Hypoxia‐inducible factor‐1α expression in experimental cirrhosis: correlation with vascular endothelial growth factor expression and angiogenesis

Angiogenesis progresses together with fibrogenesis during chronic liver injury. Hypoxia‐inducible factor‐1α (HIF‐1α), a master regulator of homeostasis, plays a pivotal role in hypoxia‐induced angiogenesis through its regulation of vascular endothelial growth factor (VEGF). The association between hypoxia, angiogenesis and VEGF expression has been demonstrated in experimental cirrhosis. However, expression of HIF‐1α has yet to be reported. The aim of this study was to investigate the significance of HIF‐1α expression during experimental liver fibrosis and the relationships between HIF‐1α expression, VEGF expression and angiogenesis. Cirrhosis was induced in male Wistar rats by intraperitoneal administration of diethyl nitrosamine (DEN) (100 mg/kg, once a week).
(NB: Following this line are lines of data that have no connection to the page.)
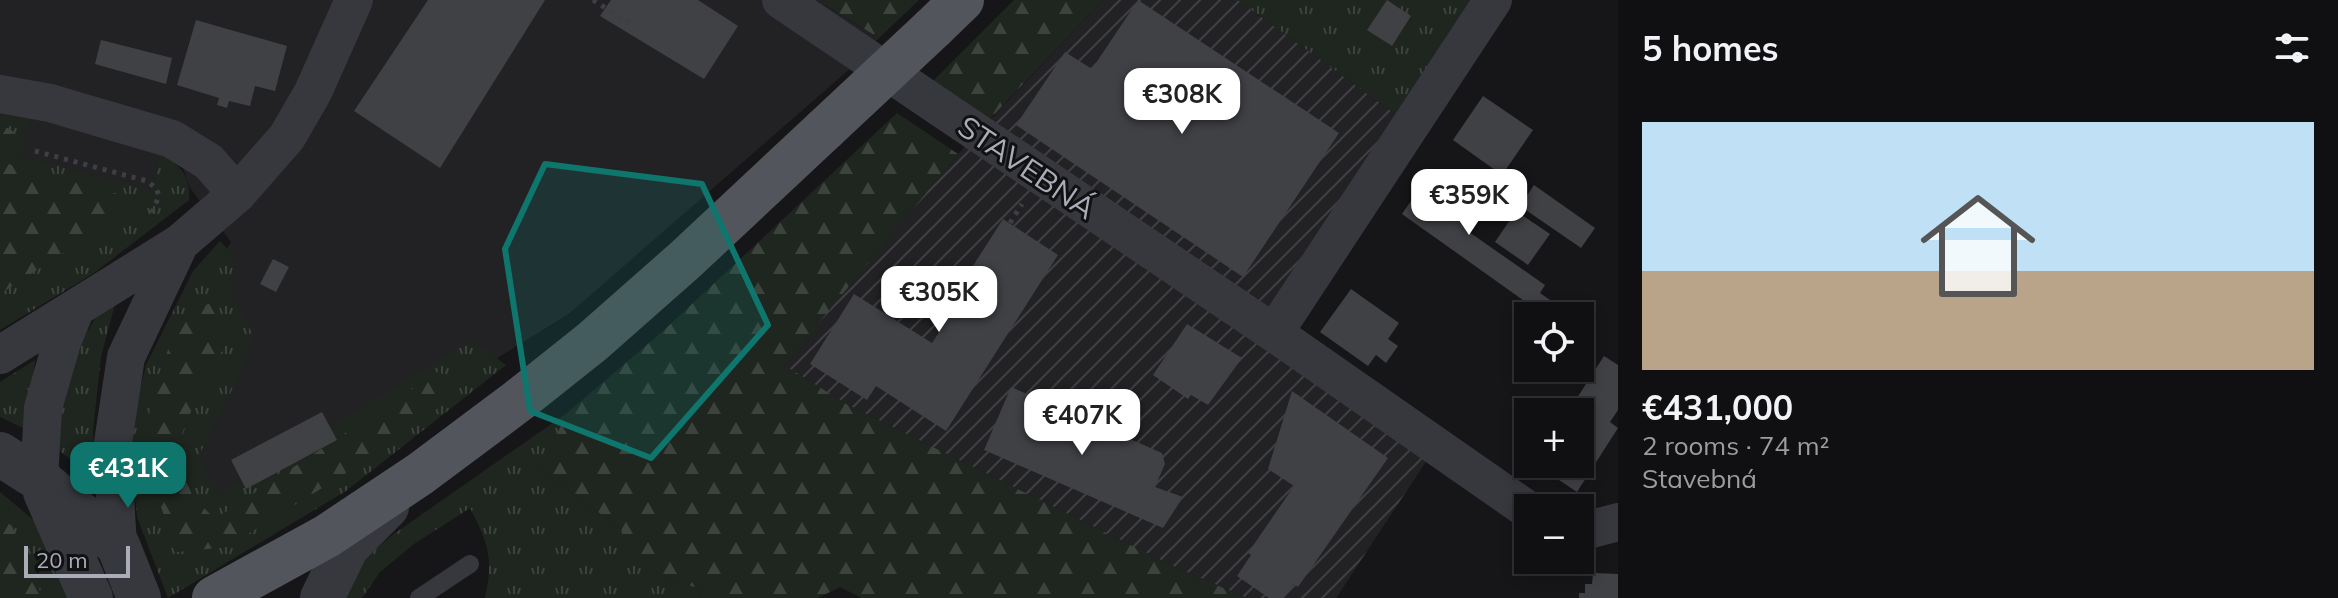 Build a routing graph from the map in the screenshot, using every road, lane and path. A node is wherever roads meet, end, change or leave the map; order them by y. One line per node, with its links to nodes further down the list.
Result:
1 (354, 0): 9 (street)
2 (593, 0): 6 (path)
3 (781, 0): 13 (street, STAVEBNÁ)
4 (1493, 0): 13 (street)
5 (948, 14): 16 (main road, bridge)
6 (629, 18)
7 (0, 94): 9 (street)
8 (35, 151): 10 (path)
9 (237, 194): 11 (street)
10 (141, 224)
11 (180, 243): 12 (street); 21 (street)
12 (75, 310): 14 (street); 17 (street)
13 (1274, 333): 18 (street, STAVEBNÁ)
14 (0, 355)
15 (0, 454): 17 (street)
16 (420, 474): 26 (main road); 27 (street)
17 (39, 479): 21 (street); 24 (street)
18 (1514, 500)
19 (1618, 522): 20 (street)
20 (1594, 528)
21 (118, 545): 25 (street)
22 (470, 564): 23 (lane)
23 (443, 589): 28 (lane)
24 (91, 598)
25 (139, 598)
26 (214, 598)
27 (322, 598)
28 (419, 598) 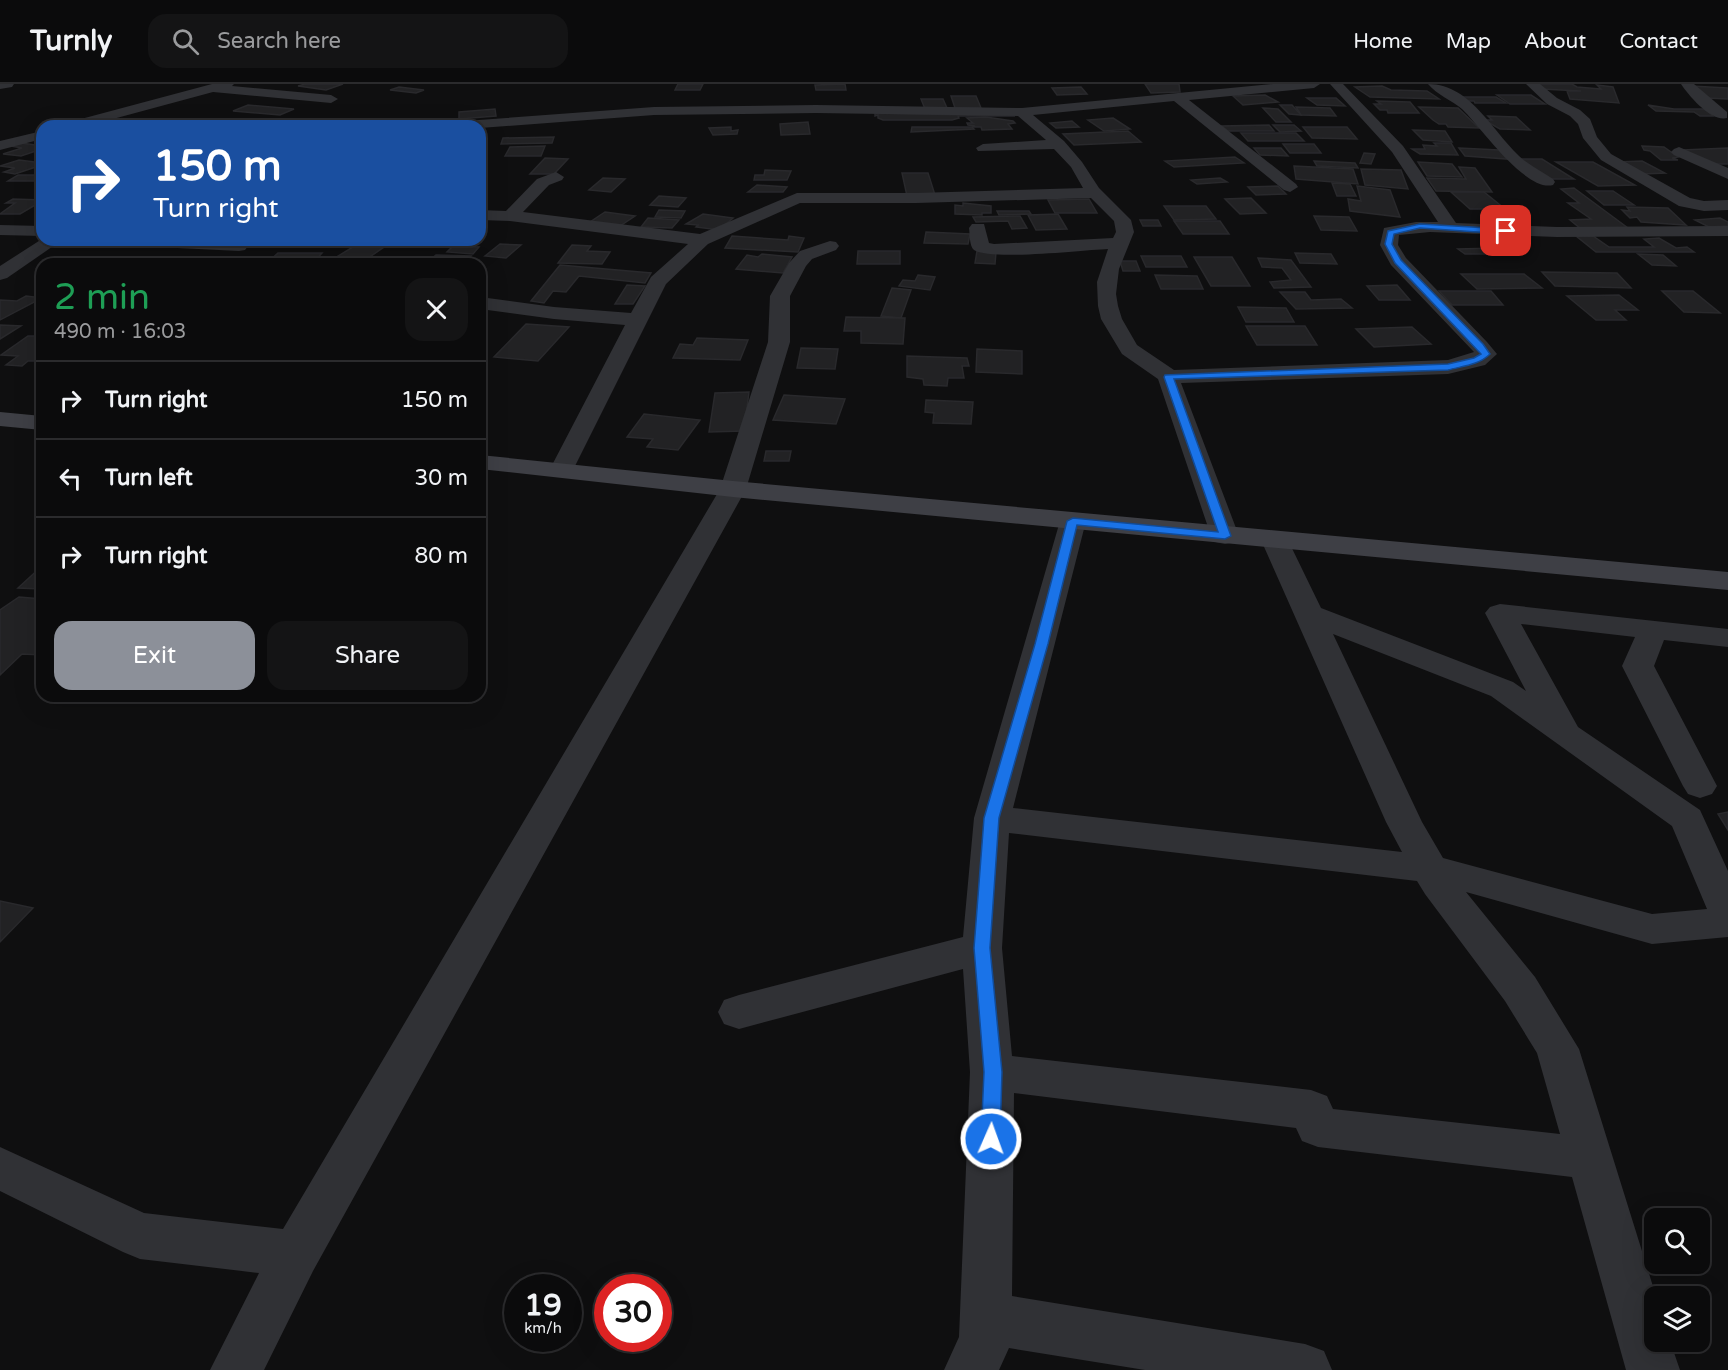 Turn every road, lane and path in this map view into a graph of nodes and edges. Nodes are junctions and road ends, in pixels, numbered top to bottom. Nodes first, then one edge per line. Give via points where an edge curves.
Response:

The serial sections from liver tissues were stained with anti‐HIF‐1α, anti‐VEGF and anti‐CD34 antibodies before being measured by light microscopy. Our results showed that HIF‐1α expression gradually increases according to the severity of fibrosis (p<0.01). Moreover, its expression was found to be correlated with angiogenesis (r=0.916) and VEGF expression (r=0.969). The present study demonstrates that HIF‐1α might have a role in the development of angiogenesis via regulation of VEGF during experimental liver fibrogenesis and suggests that this factor could be a potential target in the manipulation of angiogenesis in chronic inflammatory diseases of the liver.